Index insurance under demand and solvency constraints
Olivier Lopez, Daniel Nkameni
TL;DR
This paper analyzes the feasibility of index insurance under solvency and mutualization constraints, proposing a rigorous expected-utility framework and identifying when index products compete with traditional indemnity coverage. It derives sufficient conditions under exponential utility, including a solvency-based threshold on the number of policyholders, and introduces a hybrid indemnity-index product to exploit the strengths of both approaches. A practical cyber-insurance illustration demonstrates how accumulation risk and model-based index payouts affect demand and solvency, and shows how machine-learning methods (e.g., RF, XGBoost) improve index payoff estimation and reduce basis risk. The work offers a pathway to viable index insurance by balancing demand, pricing, and reserve requirements, and it provides a concrete algorithm for identifying cases where index payments are preferable in a portfolio.
Abstract
Index insurance is often proposed to reduce protection gaps, especially for emerging risks. Unlike traditional insurance, it bases compensation on a measurable index, enabling faster payouts and lower claim management costs. This approach benefits both policyholders, through quick payments, and insurers, through reduced costs and better risk control due to reliable data and robust statistical estimates. An important difference with the concept of Cat Bonds is that the feasibility of such coverage relies on the possibility of mutualization. Mutualization, in turn, is achieved only if a sufficiently high number of policyholders agree to subscribe.

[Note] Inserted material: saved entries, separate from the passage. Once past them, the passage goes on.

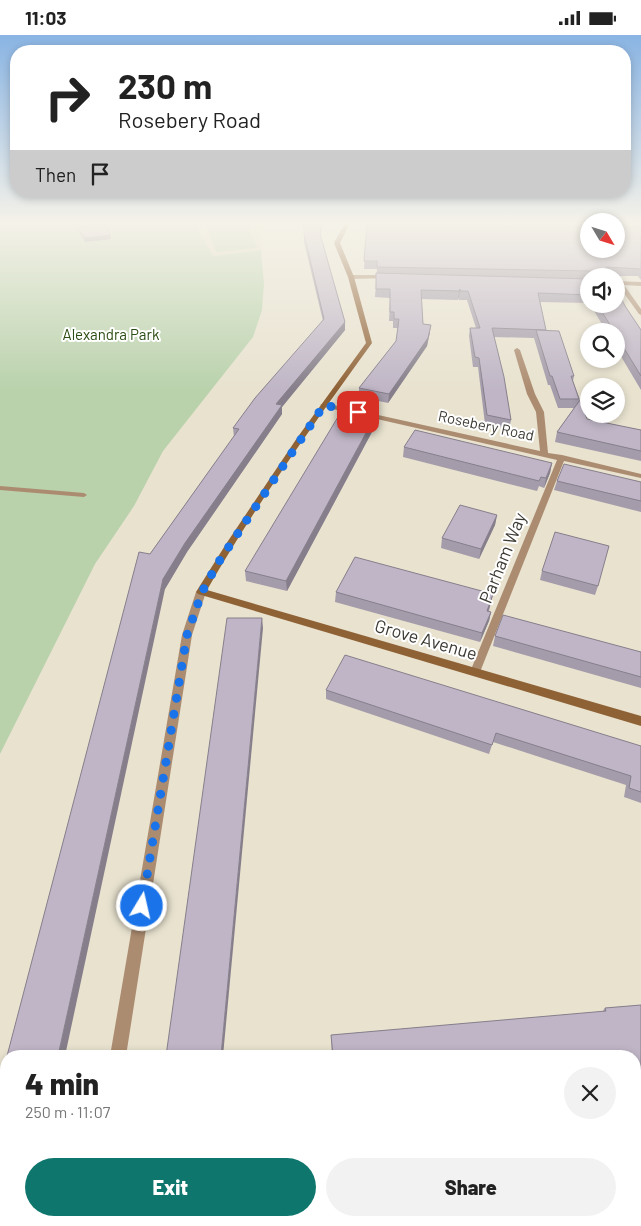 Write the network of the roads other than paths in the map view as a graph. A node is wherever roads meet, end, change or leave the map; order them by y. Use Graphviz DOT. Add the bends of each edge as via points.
graph roads {
  1 [pos="351,279"];
  2 [pos="625,283"];
  3 [pos="641,284"];
  4 [pos="625,292"];
  5 [pos="641,313"];
  6 [pos="517,351"];
  7 [pos="324,405"];
  8 [pos="544,453"];
  9 [pos="562,457"];
  10 [pos="641,476"];
  11 [pos="0,488"];
  12 [pos="84,495"];
  13 [pos="202,592"];
  14 [pos="475,672"];
  15 [pos="641,721"];
  16 [pos="119,1050"];
  1 -- 7 [label="street" via="369,343"];
  2 -- 3 [label="street"];
  4 -- 5 [label="street"];
  6 -- 8 [label="street" via="540,412"];
  7 -- 8 [label="street, Rosebery Road"];
  7 -- 13 [label="street" via="232,541"];
  8 -- 9 [label="street, Rosebery Road"];
  9 -- 10 [label="street, Rosebery Road"];
  9 -- 14 [label="street, Parham Way"];
  11 -- 12 [label="lane"];
  13 -- 14 [label="street, Grove Avenue"];
  13 -- 16 [label="street" via="187,635"];
  14 -- 15 [label="street, Grove Avenue"];
} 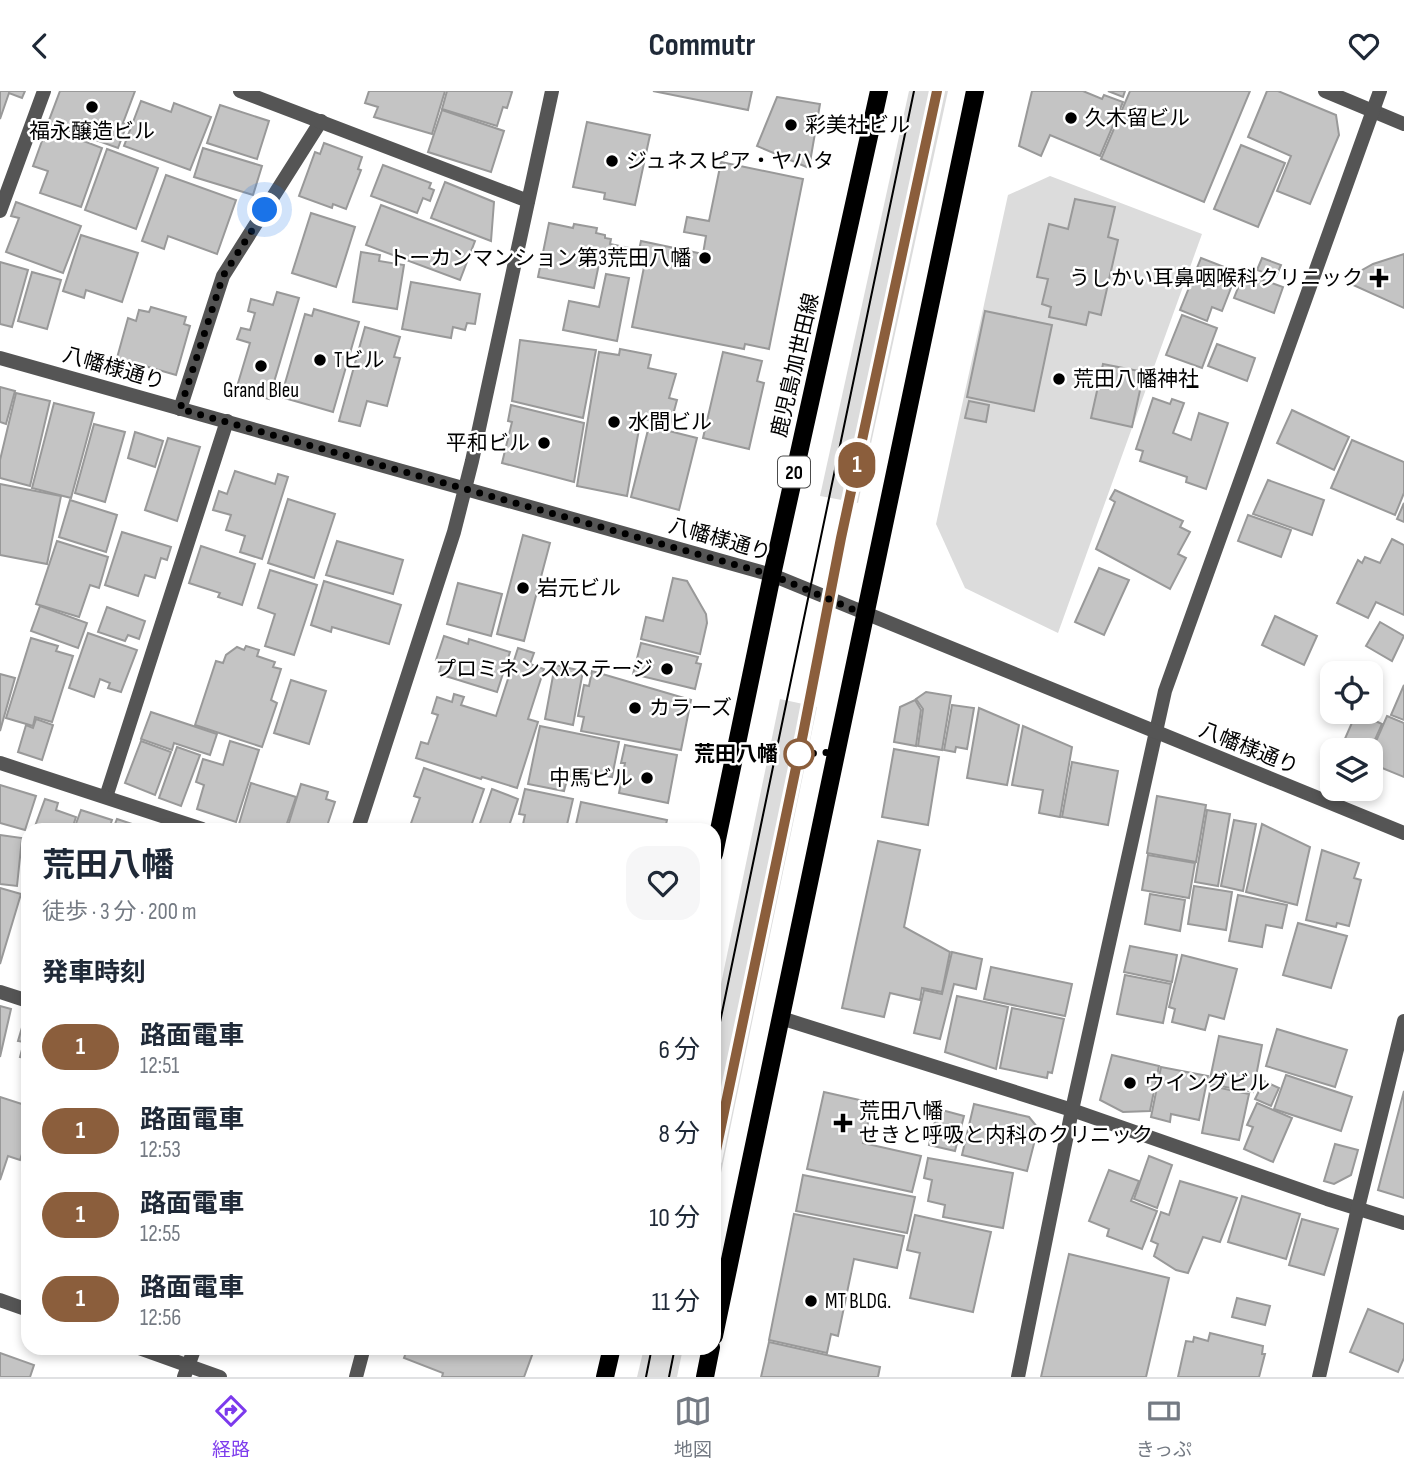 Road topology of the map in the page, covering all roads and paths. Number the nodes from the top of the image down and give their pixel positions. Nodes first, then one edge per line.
1 (44, 91) edge
2 (240, 91) edge
3 (552, 91) edge
4 (879, 91) edge
5 (975, 91) edge
6 (1325, 91) edge
7 (1380, 91) edge
8 (1373, 111) junction
9 (321, 121) junction
10 (1404, 124) edge
11 (528, 201) junction
12 (0, 211) edge
13 (0, 358) edge
14 (180, 409) junction
15 (227, 421) junction
16 (465, 488) junction
17 (772, 575) junction
18 (864, 614) junction
19 (1156, 733) junction
20 (0, 763) edge
21 (106, 797) junction
22 (184, 823) edge
23 (360, 823) edge
24 (720, 823) edge
25 (1404, 832) edge
26 (0, 992) edge
27 (21, 999) edge
28 (782, 1018) junction
29 (1404, 1021) edge
30 (1072, 1110) junction
31 (1358, 1207) junction
32 (1404, 1223) edge
33 (0, 1300) edge
34 (721, 1303) edge
35 (21, 1308) edge
36 (151, 1355) edge
37 (192, 1355) edge
38 (362, 1355) edge
39 (610, 1355) edge
40 (710, 1355) edge
41 (186, 1372) edge
42 (220, 1377) edge
43 (356, 1377) edge
44 (606, 1377) edge
45 (705, 1377) edge
46 (1018, 1377) edge
47 (1319, 1377) edge

1 - 12 street
2 - 9 street
3 - 11 street
4 - 17 main road, 鹿児島加世田線 / 20
5 - 18 main road
6 - 8 street
7 - 8 street
8 - 10 street
8 - 19 street
9 - 11 street
9 - 14 street
11 - 16 street
13 - 14 street, 八幡様通り
14 - 15 street, 八幡様通り
15 - 16 street, 八幡様通り
15 - 21 street
16 - 17 street, 八幡様通り
16 - 23 street
17 - 18 street, 八幡様通り
17 - 24 main road, 鹿児島加世田線 / 20
18 - 19 street, 八幡様通り
18 - 28 main road
19 - 25 street, 八幡様通り
19 - 30 street
20 - 21 street
21 - 22 street
26 - 27 street
28 - 30 street
28 - 34 main road
29 - 31 street
30 - 31 street
30 - 46 street
31 - 32 street
31 - 47 street
33 - 35 street
36 - 41 street
37 - 41 street
38 - 43 street
39 - 44 main road
40 - 45 main road
41 - 42 street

The purpose of this paper is to introduce a model for the demand for index insurance and to provide conditions under which the solvency of the portfolio is achieved. From these conditions, we deduce a product that combines index and traditional indemnity insurance in order to benefit from the best of both approaches. We illustrate our results with a practical example involving the design of an index insurance product in the field of cyber insurance.